§ Task objective
Filter the lines below, copying only those with the string "Helsinginkatu".

Task inputs Block Start

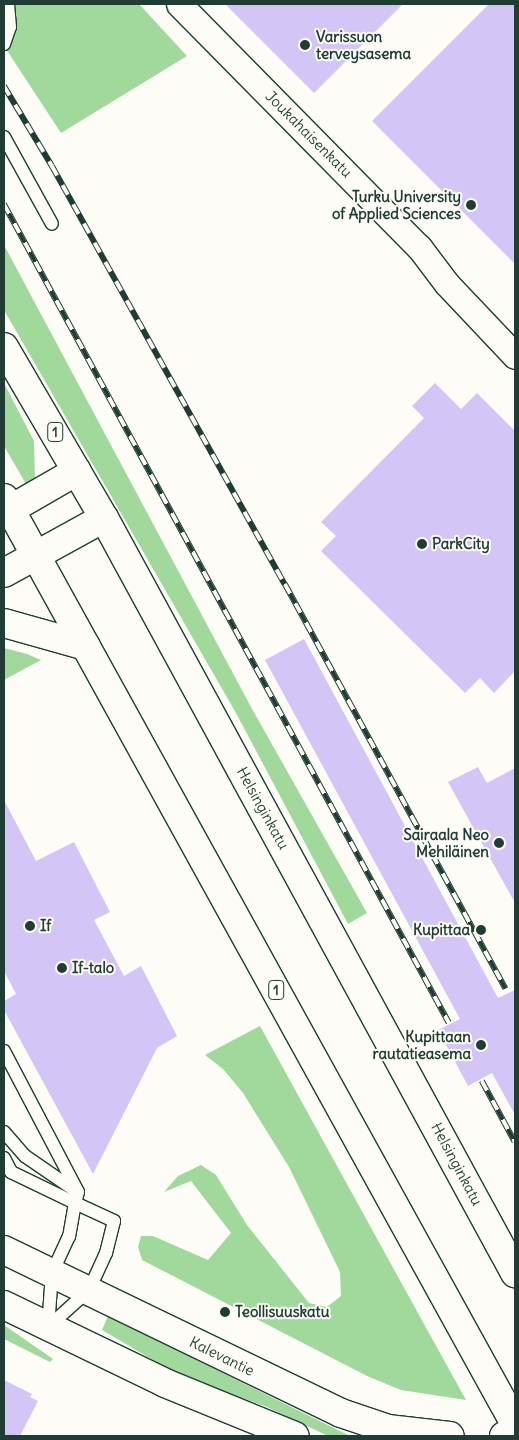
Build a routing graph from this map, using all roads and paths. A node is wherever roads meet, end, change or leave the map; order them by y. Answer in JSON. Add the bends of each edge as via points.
{"nodes":[{"id":1,"x":8,"y":4,"type":"edge"},
{"id":2,"x":179,"y":4,"type":"edge"},
{"id":3,"x":4,"y":44,"type":"edge"},
{"id":4,"x":4,"y":137,"type":"edge"},
{"id":5,"x":52,"y":224,"type":"dead end"},
{"id":6,"x":4,"y":347,"type":"edge"},
{"id":7,"x":515,"y":356,"type":"edge"},
{"id":8,"x":77,"y":471,"type":"junction"},
{"id":9,"x":6,"y":507,"type":"edge"},
{"id":10,"x":104,"y":518,"type":"junction"},
{"id":11,"x":36,"y":556,"type":"junction"},
{"id":12,"x":4,"y":573,"type":"edge"},
{"id":13,"x":4,"y":623,"type":"edge"},
{"id":14,"x":86,"y":646,"type":"junction"},
{"id":15,"x":4,"y":1051,"type":"edge"},
{"id":16,"x":4,"y":1132,"type":"edge"},
{"id":17,"x":4,"y":1158,"type":"edge"},
{"id":18,"x":7,"y":1174,"type":"edge"},
{"id":19,"x":77,"y":1197,"type":"junction"},
{"id":20,"x":4,"y":1250,"type":"edge"},
{"id":21,"x":52,"y":1272,"type":"junction"},
{"id":22,"x":515,"y":1274,"type":"edge"},
{"id":23,"x":89,"y":1290,"type":"junction"},
{"id":24,"x":4,"y":1305,"type":"edge"},
{"id":25,"x":48,"y":1327,"type":"junction"},
{"id":26,"x":515,"y":1424,"type":"edge"},
{"id":27,"x":515,"y":1435,"type":"edge"},
{"id":28,"x":295,"y":1436,"type":"edge"},
{"id":29,"x":433,"y":1436,"type":"edge"},
{"id":30,"x":504,"y":1436,"type":"edge"}],
"edges":[{"from":1,"to":3,"type":"lane","via":[[10,27]]},
{"from":2,"to":7,"type":"street","name":"Joukahaisenkatu","via":[[419,247],[447,284]]},
{"from":4,"to":5,"type":"lane"},
{"from":6,"to":8,"type":"main road","name":"Helsinginkatu","number":"1"},
{"from":8,"to":9,"type":"main road"},
{"from":8,"to":10,"type":"main road","name":"Helsinginkatu","number":"1"},
{"from":9,"to":11,"type":"main road","number":"1"},
{"from":10,"to":11,"type":"main road"},
{"from":10,"to":22,"type":"main road","name":"Helsinginkatu","number":"1"},
{"from":11,"to":12,"type":"main road"},
{"from":11,"to":14,"type":"main road","number":"1"},
{"from":13,"to":14,"type":"main road"},
{"from":14,"to":26,"type":"main road","number":"1"},
{"from":15,"to":19,"type":"lane"},
{"from":16,"to":19,"type":"lane","via":[[25,1156]]},
{"from":17,"to":18,"type":"lane"},
{"from":18,"to":19,"type":"lane"},
{"from":19,"to":21,"type":"lane","via":[[69,1236]]},
{"from":19,"to":23,"type":"lane","via":[[114,1221],[106,1253]]},
{"from":20,"to":21,"type":"main road","name":"Kalevantie"},
{"from":21,"to":23,"type":"main road","name":"Kalevantie"},
{"from":21,"to":25,"type":"lane"},
{"from":23,"to":25,"type":"lane"},
{"from":23,"to":29,"type":"main road","name":"Kalevantie","via":[[320,1405],[388,1429]]},
{"from":24,"to":25,"type":"main road"},
{"from":25,"to":28,"type":"main road","via":[[165,1383]]},
{"from":27,"to":30,"type":"main road"}]}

Task inputs Block End

§ Answer to this task
{"from":6,"to":8,"type":"main road","name":"Helsinginkatu","number":"1"},
{"from":8,"to":10,"type":"main road","name":"Helsinginkatu","number":"1"},
{"from":10,"to":22,"type":"main road","name":"Helsinginkatu","number":"1"},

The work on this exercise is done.